== Data shown ==
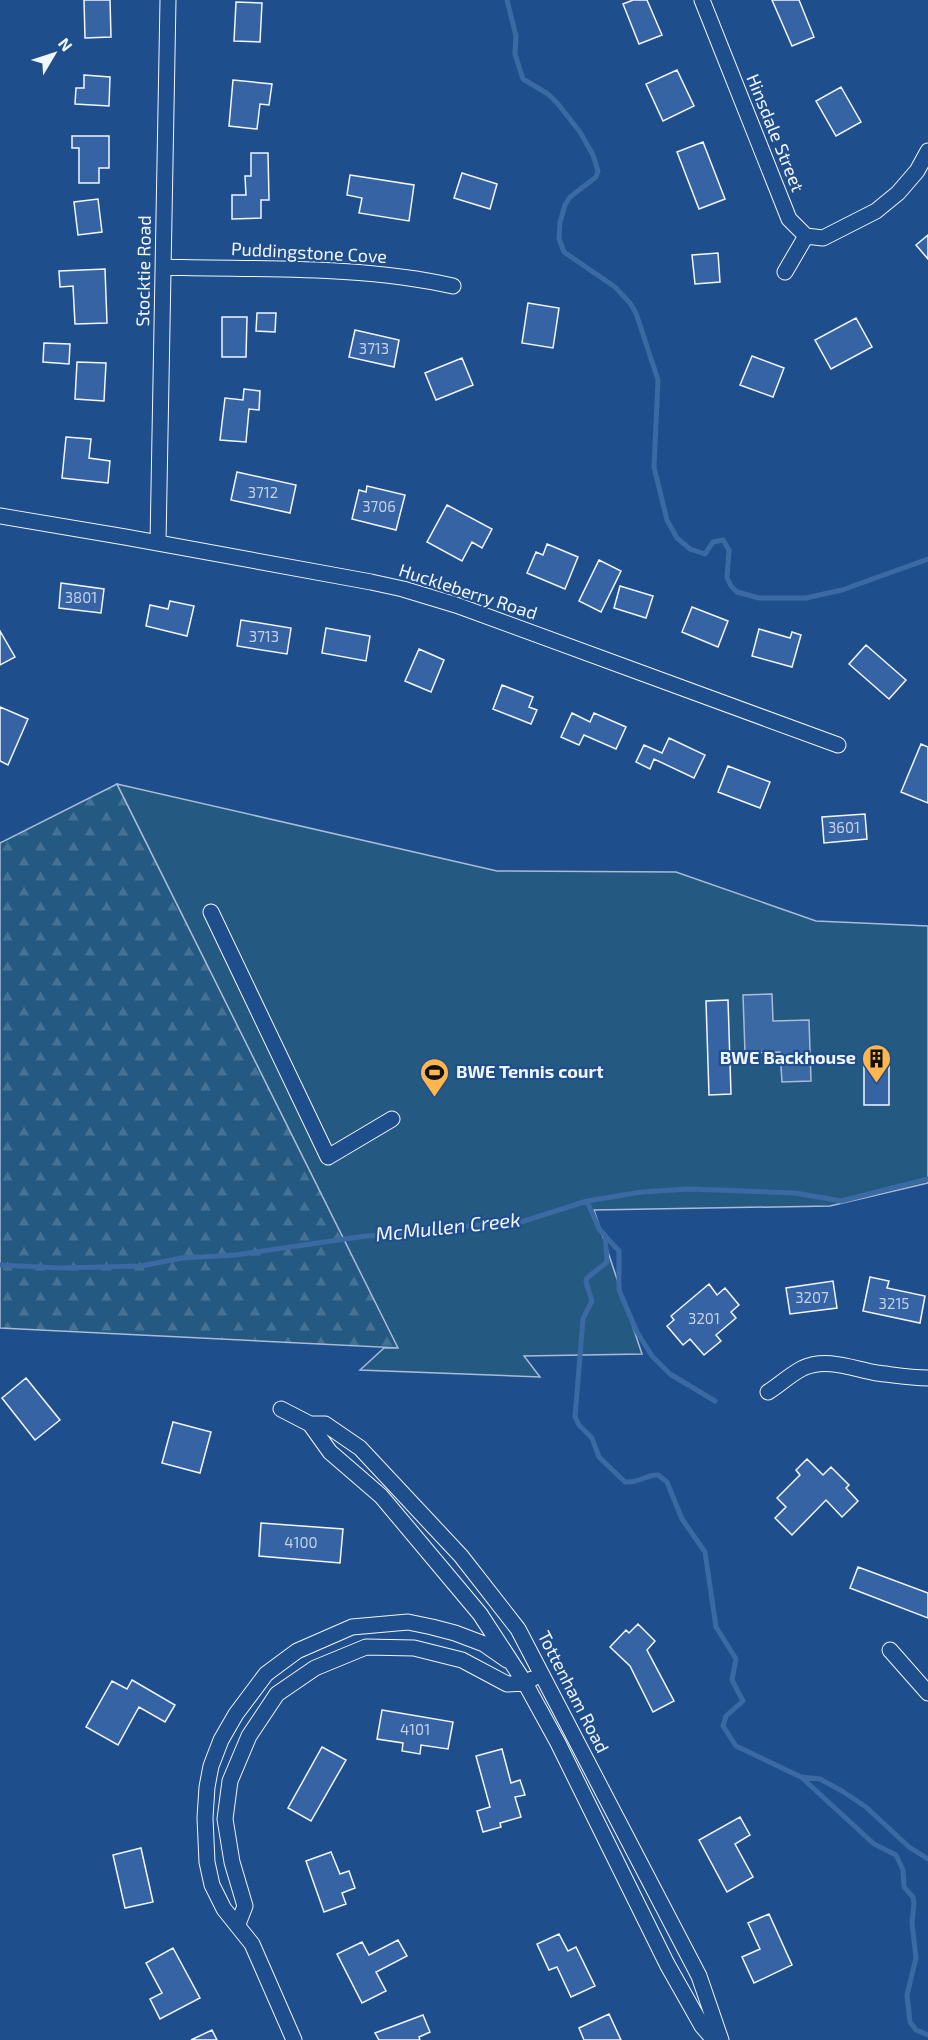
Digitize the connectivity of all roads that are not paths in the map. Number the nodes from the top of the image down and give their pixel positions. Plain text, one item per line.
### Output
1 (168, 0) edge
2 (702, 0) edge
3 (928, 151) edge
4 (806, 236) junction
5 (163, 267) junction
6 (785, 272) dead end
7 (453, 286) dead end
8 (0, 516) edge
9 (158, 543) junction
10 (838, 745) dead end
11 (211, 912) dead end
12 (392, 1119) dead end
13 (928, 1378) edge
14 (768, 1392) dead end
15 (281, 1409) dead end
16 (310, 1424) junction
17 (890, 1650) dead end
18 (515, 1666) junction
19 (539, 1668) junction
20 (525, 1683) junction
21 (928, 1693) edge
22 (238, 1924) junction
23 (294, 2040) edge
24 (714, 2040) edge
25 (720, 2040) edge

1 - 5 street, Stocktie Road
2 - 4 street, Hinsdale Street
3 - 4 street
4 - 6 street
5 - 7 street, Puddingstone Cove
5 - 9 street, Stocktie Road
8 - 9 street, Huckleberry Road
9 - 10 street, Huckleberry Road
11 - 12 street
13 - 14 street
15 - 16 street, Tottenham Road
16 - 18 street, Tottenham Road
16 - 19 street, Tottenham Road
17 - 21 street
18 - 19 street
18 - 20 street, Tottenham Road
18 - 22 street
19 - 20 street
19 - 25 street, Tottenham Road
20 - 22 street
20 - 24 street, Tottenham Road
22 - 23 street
===
== Data shown ==
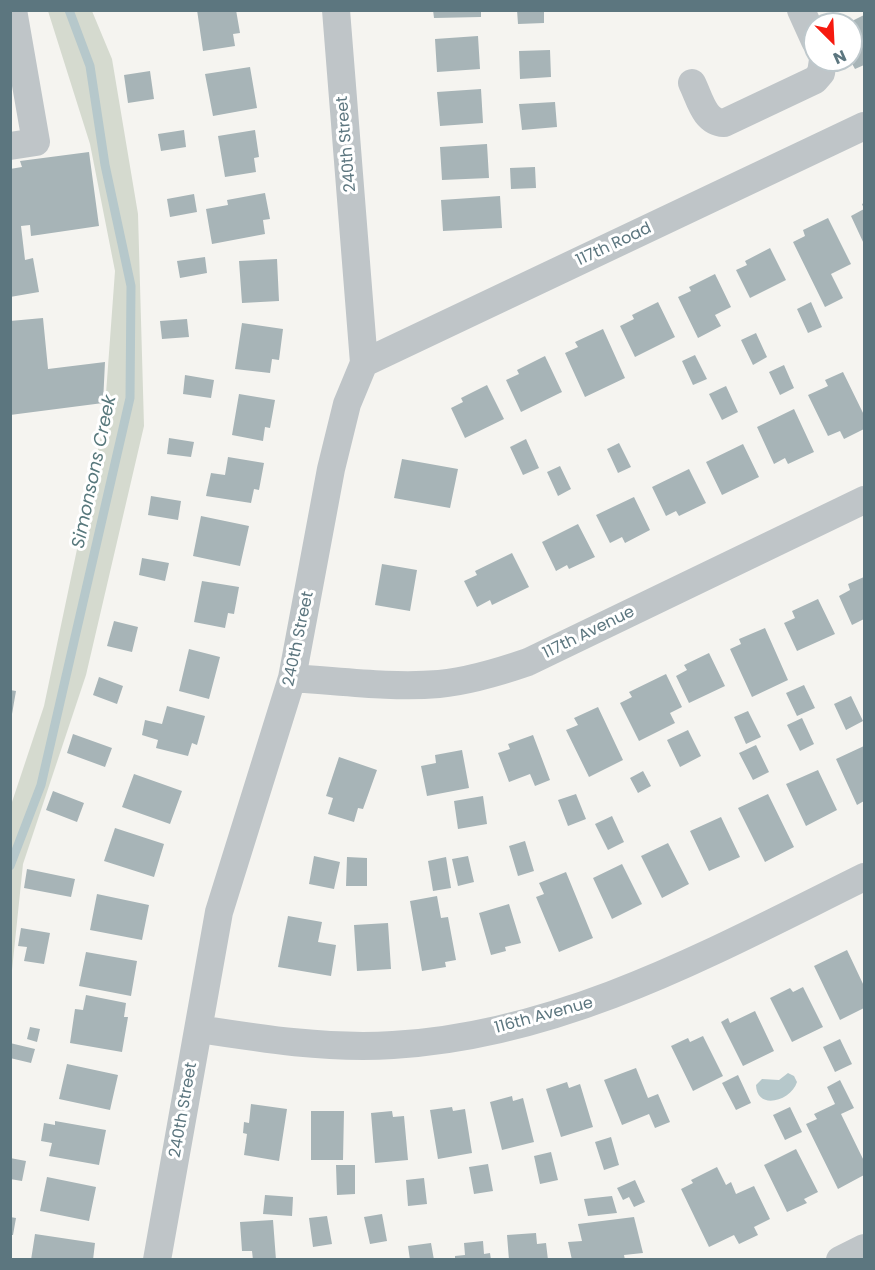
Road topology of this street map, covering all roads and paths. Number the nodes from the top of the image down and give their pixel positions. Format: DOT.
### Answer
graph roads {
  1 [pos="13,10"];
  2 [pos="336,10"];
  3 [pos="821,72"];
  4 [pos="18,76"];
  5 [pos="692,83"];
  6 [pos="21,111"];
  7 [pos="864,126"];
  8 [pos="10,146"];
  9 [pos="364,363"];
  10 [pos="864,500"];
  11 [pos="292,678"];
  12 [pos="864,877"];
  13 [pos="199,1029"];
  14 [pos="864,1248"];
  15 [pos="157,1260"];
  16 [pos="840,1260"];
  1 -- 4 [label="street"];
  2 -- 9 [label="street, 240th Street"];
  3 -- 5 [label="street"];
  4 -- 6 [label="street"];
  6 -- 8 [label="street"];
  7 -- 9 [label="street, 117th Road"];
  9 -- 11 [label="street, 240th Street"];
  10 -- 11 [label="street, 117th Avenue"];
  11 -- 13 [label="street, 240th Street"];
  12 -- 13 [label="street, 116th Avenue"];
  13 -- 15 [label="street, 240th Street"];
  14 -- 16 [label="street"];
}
===
== Data shown ==
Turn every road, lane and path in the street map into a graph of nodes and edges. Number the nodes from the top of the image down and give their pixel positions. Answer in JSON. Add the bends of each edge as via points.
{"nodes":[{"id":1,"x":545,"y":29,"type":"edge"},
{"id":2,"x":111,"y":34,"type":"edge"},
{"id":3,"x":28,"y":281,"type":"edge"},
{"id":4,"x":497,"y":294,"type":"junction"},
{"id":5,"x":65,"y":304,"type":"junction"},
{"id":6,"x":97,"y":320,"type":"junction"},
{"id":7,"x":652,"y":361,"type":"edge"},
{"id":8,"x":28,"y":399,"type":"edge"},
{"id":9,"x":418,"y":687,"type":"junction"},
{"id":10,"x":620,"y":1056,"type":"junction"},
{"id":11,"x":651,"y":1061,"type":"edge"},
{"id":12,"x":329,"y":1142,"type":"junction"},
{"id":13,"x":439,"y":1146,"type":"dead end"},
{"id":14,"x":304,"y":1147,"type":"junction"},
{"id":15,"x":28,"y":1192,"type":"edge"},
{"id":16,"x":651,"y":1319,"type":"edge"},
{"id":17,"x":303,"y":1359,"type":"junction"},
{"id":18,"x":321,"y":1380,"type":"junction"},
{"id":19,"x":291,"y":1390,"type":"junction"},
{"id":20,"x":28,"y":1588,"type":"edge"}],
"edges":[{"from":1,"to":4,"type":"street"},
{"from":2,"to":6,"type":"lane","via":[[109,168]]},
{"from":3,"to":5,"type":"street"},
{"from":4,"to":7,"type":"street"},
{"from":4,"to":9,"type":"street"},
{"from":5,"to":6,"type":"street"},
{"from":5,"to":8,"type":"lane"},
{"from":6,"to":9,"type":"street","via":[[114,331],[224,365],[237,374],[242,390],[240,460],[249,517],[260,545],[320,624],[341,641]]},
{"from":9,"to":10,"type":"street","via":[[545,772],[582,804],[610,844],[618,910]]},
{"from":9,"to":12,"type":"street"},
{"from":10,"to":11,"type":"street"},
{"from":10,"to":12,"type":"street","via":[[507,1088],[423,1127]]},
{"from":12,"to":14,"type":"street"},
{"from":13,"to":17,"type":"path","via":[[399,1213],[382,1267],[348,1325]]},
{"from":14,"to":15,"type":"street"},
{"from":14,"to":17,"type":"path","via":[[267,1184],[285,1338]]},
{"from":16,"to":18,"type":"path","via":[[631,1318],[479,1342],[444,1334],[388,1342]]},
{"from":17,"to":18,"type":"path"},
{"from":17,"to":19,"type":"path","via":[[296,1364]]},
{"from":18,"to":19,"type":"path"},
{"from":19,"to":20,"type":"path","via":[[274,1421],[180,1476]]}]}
===
Copy every line in the data above that has the string "paths" in it.

_Written solution_
Digitize the connectivity of all roads that are not paths in the map. Number the nodes from the top of the image down and give their pixel positions. Plain text, one item per line.
Road topology of this street map, covering all roads and paths. Number the nodes from the top of the image down and give their pixel positions. Format: DOT.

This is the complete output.